| One of the water booths installed at Kharupetia. Telegraph picture |
Jan. 18: This summer you can beat the heat with a refreshing alternative to unhealthy soft drinks. What’s more, this remedy for scorching hot weather — a tall glass of chilled water — will be absolutely free and easy to get hold of.
Guwahati will soon have four drinking water booths — all in the heart of the city — thanks to an initiative of Rangali Group, a Kharupetia-based company known for its rice and edible oil brands.
“We plan to set up four drinking water booths — at Fancy Bazar, Ganeshguri, Chandmari and Adabari — by Rongali Bihu. Each booth, which will cost us around Rs 9 lakh to build, will have coolers to provide chilled water throughout the day,” Gautam Saha, founder and managing director of the group, told The Telegraph.
“Those who wish to quench their thirst at the stations will not be charged. However, Re 1 per litre will be charged as a token fee if water is filled and taken home or elsewhere. The fee will be needed to maintain the water station that will be manned by one person,” Saha added.
The booths have been christened Rangali Scots Spring drinking water stations. They will be open from 6am to 10pm and each of them will have a filtration machine, equipped with reverse osmosis technology, to ensure premium drinking water. The booths cover an area of 8x10 feet each.

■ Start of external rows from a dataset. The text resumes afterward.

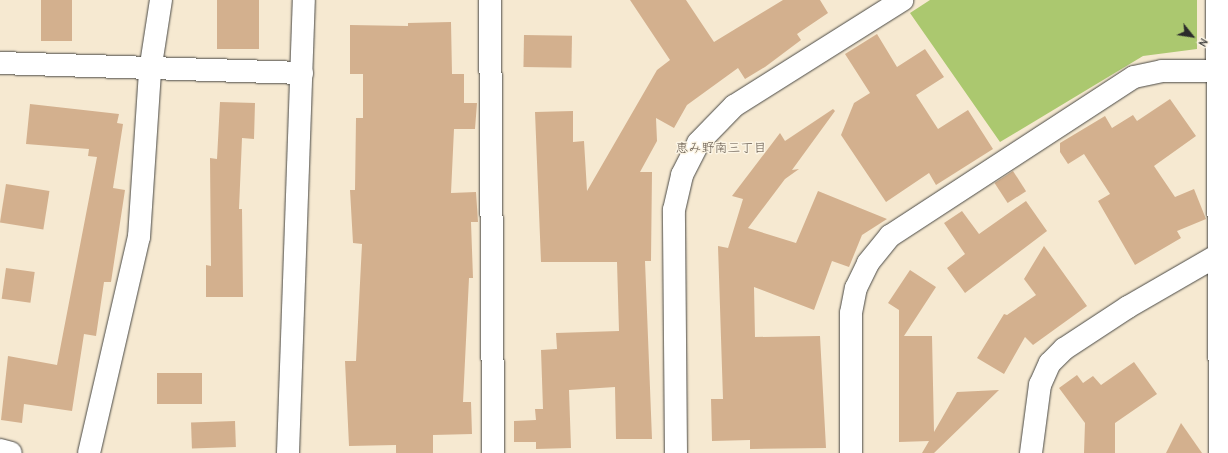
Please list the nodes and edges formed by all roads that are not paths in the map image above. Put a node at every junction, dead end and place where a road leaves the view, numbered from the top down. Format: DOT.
graph roads {
  1 [pos="161,0"];
  2 [pos="304,0"];
  3 [pos="490,0"];
  4 [pos="902,0"];
  5 [pos="1218,0"];
  6 [pos="0,63"];
  7 [pos="150,71"];
  8 [pos="1222,71"];
  9 [pos="302,74"];
  10 [pos="1218,255"];
  11 [pos="0,450"];
  12 [pos="12,453"];
  13 [pos="89,453"];
  14 [pos="288,453"];
  15 [pos="493,453"];
  16 [pos="676,453"];
  17 [pos="850,453"];
  18 [pos="1031,453"];
  19 [pos="1220,453"];
  1 -- 7 [label="street"];
  2 -- 9 [label="street"];
  3 -- 15 [label="street"];
  4 -- 16 [label="street"];
  5 -- 8 [label="street"];
  6 -- 7 [label="street"];
  7 -- 9 [label="street"];
  7 -- 13 [label="street"];
  8 -- 10 [label="street"];
  8 -- 17 [label="street"];
  9 -- 14 [label="street"];
  10 -- 18 [label="street"];
  10 -- 19 [label="street"];
  11 -- 12 [label="street"];
}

Reverse osmosis is a membrane-technology filtration method that removes many types of large molecules and ions from solutions by applying pressure to the solution when it is on one side of a selective membrane. It is most commonly used in the purification of seawater into drinking water.
“The RO unit will have a capacity of 60 litres per hour. Besides, the booths will have a chiller (150 litres per hour), one 500 litre tank (outside), one 200 litre (processed water) storage tank and three pumps (motor capacity of 1/2 HP each),” Saha said.
In December, the company installed three water booths at Kharupetia in Darrang district.
“The move is part of our corporate social responsibility (programme). The objective is to make people aware of drinking adequate amount of safe water daily. We will spread messages on the health benefits of water through display boards at our stations. This is also our first step in our mission to establish safe drinking water booths in the major towns of the Northeast,” Saha said.
Currently, the company is in talks with the Guwahati Municipal Corporation for land allocation. “We are in talks with the corporation with regard to allocation of space for the booths. Once the process is over, the installation will take anything between 15 days and a month. So, we expect the water booths to come up by April,” he said.
“We will also launch our packaged drinking water brand — Rangali Scots Spring — in February. So, once the booths come up under the brand, consumers will be aware of the product and its quality,” he added.